◆ Record excerpts:
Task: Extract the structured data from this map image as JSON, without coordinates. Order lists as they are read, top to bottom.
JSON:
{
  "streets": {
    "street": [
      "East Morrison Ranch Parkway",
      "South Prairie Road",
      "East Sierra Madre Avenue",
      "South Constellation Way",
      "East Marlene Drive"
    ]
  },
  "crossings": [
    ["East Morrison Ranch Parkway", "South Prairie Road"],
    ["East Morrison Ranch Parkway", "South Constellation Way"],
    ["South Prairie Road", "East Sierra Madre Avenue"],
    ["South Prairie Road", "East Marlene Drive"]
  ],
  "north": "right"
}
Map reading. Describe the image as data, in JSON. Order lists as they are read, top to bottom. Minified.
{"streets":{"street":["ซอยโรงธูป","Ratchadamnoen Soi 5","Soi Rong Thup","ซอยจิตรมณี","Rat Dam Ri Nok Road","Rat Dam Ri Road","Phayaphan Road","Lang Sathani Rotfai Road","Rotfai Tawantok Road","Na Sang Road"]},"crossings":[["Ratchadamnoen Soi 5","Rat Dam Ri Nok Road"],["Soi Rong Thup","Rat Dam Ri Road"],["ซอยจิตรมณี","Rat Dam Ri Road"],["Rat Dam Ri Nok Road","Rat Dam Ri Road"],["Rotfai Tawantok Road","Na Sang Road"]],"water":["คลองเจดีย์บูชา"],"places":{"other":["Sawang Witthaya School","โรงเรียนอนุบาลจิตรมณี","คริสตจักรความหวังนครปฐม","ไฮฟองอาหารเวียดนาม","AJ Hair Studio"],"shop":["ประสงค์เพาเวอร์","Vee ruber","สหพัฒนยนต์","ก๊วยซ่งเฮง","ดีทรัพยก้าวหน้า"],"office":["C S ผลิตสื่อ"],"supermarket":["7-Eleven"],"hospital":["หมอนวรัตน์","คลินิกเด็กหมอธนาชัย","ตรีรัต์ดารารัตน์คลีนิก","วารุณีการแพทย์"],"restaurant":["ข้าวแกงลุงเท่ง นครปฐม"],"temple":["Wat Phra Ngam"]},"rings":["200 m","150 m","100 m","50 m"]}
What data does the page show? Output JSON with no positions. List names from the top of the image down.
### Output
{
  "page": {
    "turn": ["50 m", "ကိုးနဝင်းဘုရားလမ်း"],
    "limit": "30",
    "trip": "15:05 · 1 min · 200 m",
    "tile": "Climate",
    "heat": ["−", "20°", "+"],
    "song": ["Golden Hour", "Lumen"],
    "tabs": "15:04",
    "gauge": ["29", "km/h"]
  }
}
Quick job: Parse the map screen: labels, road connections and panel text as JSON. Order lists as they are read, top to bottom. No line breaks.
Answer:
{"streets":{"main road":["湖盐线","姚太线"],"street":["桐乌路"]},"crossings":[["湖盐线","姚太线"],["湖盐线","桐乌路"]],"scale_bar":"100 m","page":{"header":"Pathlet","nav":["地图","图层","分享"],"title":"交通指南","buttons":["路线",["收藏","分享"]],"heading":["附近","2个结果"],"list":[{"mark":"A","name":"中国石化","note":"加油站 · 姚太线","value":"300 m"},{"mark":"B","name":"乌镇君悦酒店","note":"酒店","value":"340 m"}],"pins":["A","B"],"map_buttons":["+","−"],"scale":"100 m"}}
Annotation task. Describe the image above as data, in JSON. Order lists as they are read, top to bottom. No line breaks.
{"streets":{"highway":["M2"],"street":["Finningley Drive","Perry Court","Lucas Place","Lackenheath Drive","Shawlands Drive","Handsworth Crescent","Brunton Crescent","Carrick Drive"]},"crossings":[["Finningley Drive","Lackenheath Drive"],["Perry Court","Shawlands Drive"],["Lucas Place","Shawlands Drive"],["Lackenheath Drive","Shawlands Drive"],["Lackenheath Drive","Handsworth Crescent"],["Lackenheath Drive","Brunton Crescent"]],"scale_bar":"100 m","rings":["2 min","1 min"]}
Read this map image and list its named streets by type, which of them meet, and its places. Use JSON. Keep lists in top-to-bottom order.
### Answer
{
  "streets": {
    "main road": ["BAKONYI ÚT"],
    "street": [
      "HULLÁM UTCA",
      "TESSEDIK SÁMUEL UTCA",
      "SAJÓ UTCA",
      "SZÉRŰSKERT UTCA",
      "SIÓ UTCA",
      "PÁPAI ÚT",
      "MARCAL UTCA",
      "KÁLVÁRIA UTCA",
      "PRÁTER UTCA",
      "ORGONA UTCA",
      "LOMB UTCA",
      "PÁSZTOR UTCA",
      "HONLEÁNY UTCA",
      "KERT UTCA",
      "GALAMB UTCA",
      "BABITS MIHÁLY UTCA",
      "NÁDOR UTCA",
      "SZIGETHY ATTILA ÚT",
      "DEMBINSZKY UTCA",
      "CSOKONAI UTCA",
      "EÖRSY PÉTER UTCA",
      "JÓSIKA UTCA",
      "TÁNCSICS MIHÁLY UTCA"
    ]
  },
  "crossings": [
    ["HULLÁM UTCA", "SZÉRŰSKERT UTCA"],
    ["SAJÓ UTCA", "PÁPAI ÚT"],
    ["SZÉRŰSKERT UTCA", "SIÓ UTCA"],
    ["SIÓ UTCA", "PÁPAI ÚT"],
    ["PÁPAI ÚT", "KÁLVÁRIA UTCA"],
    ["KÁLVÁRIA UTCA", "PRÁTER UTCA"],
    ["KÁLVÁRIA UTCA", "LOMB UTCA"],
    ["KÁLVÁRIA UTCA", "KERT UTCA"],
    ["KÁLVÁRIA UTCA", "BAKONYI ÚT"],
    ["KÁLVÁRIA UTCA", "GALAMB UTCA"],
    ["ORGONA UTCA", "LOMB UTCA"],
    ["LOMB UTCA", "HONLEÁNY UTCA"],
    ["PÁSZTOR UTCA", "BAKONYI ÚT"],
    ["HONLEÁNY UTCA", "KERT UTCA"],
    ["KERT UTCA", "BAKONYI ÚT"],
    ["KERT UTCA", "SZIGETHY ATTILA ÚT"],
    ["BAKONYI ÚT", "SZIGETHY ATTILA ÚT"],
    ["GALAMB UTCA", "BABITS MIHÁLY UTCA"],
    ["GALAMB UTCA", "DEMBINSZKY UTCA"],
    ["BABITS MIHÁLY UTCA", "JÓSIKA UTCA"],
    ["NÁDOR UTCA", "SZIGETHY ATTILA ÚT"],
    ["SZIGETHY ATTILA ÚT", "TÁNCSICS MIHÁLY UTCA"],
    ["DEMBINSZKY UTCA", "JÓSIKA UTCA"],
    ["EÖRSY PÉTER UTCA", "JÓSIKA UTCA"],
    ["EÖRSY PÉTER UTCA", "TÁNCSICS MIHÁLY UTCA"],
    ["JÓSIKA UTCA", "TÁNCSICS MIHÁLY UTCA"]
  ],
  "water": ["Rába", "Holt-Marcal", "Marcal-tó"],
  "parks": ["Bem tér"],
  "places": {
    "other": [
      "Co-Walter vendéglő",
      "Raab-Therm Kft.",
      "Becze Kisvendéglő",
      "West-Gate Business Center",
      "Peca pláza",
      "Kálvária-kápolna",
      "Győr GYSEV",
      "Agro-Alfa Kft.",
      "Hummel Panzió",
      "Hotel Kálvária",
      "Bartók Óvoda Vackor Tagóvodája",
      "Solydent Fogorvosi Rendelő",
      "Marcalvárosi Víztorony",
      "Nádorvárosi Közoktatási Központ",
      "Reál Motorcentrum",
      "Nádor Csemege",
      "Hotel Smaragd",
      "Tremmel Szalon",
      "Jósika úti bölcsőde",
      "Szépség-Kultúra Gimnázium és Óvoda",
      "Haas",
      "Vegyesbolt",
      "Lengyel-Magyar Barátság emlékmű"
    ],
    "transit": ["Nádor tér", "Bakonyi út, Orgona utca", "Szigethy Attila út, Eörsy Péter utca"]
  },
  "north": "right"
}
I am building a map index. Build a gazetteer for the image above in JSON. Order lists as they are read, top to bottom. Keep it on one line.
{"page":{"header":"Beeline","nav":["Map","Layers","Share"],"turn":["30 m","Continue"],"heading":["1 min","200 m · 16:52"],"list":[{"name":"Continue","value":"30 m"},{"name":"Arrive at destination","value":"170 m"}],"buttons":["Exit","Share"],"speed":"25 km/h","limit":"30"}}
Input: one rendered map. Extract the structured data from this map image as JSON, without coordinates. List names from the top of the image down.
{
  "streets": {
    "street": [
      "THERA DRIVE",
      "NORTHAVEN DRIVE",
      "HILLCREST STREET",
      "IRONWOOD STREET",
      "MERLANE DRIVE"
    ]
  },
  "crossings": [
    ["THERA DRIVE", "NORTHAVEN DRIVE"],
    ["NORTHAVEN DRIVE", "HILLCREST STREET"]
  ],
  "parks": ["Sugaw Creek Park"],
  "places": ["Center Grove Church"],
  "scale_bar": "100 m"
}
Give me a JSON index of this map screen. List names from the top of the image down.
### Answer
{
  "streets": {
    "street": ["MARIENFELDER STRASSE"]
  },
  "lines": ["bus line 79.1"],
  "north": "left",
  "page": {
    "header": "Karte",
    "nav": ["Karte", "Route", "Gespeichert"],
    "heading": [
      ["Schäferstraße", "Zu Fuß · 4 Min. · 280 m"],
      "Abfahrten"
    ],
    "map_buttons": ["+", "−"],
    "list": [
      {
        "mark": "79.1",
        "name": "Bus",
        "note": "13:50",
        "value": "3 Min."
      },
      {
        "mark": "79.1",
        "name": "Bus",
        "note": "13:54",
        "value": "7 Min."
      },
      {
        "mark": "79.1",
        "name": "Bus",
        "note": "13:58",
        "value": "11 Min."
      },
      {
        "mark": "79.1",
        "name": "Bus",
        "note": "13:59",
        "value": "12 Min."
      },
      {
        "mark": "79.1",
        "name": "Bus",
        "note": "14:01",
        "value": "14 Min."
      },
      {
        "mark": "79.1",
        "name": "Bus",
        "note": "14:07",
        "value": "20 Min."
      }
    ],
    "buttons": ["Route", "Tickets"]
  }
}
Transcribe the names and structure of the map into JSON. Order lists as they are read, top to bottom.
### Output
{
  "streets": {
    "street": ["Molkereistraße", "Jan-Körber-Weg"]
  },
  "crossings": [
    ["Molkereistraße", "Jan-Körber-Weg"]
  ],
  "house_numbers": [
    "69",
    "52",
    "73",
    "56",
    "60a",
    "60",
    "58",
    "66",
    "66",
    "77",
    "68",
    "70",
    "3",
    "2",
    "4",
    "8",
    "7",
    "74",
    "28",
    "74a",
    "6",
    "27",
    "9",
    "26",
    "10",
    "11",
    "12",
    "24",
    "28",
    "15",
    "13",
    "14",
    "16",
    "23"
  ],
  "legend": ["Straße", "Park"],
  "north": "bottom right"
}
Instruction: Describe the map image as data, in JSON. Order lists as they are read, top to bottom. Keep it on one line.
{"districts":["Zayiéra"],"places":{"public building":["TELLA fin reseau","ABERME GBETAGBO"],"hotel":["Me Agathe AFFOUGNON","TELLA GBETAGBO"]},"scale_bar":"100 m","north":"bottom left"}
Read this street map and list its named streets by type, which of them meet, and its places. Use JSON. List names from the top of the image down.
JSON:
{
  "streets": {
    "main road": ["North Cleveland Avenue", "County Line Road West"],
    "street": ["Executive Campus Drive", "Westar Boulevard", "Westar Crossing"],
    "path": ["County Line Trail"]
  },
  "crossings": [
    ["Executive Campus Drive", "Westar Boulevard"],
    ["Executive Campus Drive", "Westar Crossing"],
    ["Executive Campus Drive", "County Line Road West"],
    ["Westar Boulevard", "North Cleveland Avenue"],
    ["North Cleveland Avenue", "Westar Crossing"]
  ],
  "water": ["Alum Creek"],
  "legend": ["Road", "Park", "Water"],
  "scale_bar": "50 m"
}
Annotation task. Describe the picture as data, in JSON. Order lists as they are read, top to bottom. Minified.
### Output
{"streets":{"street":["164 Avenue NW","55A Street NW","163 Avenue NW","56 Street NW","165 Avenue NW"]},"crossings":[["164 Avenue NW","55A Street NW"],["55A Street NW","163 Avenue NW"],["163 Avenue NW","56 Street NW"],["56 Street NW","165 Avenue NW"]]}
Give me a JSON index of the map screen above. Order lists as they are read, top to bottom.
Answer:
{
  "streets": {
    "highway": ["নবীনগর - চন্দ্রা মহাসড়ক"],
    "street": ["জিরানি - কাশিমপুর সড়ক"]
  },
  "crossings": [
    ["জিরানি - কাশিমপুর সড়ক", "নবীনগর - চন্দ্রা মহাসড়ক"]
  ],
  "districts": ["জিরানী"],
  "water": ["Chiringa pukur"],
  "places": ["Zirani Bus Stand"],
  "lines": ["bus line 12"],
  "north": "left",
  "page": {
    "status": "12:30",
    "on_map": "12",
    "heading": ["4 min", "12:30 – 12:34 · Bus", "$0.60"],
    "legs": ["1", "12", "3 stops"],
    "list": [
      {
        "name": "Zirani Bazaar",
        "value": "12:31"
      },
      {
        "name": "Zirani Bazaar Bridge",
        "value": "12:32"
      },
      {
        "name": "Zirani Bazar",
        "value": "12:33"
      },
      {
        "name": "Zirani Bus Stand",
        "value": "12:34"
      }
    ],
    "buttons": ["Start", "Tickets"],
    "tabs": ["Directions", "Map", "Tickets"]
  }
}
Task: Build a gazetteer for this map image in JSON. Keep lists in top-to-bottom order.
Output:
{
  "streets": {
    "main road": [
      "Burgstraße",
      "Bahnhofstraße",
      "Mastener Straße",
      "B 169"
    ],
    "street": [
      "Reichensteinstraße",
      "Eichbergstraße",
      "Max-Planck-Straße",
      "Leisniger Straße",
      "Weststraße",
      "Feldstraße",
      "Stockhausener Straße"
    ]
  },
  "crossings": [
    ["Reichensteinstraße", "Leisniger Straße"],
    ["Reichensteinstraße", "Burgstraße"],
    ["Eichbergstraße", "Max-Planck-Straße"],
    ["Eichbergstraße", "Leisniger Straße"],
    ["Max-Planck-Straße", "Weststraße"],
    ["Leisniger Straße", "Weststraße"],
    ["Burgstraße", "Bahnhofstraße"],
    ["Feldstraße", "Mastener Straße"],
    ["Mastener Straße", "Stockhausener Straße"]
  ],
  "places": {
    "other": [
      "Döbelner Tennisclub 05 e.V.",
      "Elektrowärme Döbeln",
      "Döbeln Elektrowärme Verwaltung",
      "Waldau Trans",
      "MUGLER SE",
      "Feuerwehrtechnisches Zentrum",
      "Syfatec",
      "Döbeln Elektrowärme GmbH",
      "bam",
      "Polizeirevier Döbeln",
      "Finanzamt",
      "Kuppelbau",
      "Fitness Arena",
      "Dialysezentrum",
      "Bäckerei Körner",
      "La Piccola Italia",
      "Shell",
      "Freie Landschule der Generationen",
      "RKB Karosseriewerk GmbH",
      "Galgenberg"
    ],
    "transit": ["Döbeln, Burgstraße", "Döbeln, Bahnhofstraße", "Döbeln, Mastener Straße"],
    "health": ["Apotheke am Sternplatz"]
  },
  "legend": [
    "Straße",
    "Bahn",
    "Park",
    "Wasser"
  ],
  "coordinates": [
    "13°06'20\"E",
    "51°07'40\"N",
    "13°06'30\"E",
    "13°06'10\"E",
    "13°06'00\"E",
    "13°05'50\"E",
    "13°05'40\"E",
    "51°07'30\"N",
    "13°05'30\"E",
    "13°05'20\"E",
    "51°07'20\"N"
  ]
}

◆ The problem: What is needed is every line of the records above that contains the word "structured".

◆ Problem solution:
Task: Extract the structured data from this map image as JSON, without coordinates. Order lists as they are read, top to bottom.
Input: one rendered map. Extract the structured data from this map image as JSON, without coordinates. List names from the top of the image down.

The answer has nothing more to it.